[Opening Input records section]

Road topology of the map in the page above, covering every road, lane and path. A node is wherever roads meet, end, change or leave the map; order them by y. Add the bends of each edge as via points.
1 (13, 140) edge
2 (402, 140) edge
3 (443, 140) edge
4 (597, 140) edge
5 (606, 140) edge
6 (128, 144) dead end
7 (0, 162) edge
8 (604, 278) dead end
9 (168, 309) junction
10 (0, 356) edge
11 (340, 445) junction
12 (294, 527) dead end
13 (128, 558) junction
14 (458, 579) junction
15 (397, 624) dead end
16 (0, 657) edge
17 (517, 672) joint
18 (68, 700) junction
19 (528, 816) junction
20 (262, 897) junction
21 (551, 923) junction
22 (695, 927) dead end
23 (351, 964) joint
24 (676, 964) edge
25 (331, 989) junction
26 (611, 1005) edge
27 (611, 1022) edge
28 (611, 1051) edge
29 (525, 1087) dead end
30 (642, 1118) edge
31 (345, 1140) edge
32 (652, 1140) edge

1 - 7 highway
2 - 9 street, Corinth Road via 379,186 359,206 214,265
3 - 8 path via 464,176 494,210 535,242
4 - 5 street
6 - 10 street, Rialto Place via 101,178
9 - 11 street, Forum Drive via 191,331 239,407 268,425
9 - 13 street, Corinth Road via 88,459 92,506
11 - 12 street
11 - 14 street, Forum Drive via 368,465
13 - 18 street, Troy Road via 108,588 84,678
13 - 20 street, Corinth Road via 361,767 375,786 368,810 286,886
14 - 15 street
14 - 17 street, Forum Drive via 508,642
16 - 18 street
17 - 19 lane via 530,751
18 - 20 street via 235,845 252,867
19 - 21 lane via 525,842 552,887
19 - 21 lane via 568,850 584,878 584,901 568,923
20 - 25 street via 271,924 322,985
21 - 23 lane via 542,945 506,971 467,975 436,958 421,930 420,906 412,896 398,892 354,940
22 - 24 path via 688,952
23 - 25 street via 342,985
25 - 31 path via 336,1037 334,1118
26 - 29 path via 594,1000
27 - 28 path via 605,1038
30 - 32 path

[Closing Input records section]

#### Problem statement:
Only lines containing "Drive" belong in the answer; copy every such line from the records.

#### Exercise answer:
9 - 11 street, Forum Drive via 191,331 239,407 268,425
11 - 14 street, Forum Drive via 368,465
14 - 17 street, Forum Drive via 508,642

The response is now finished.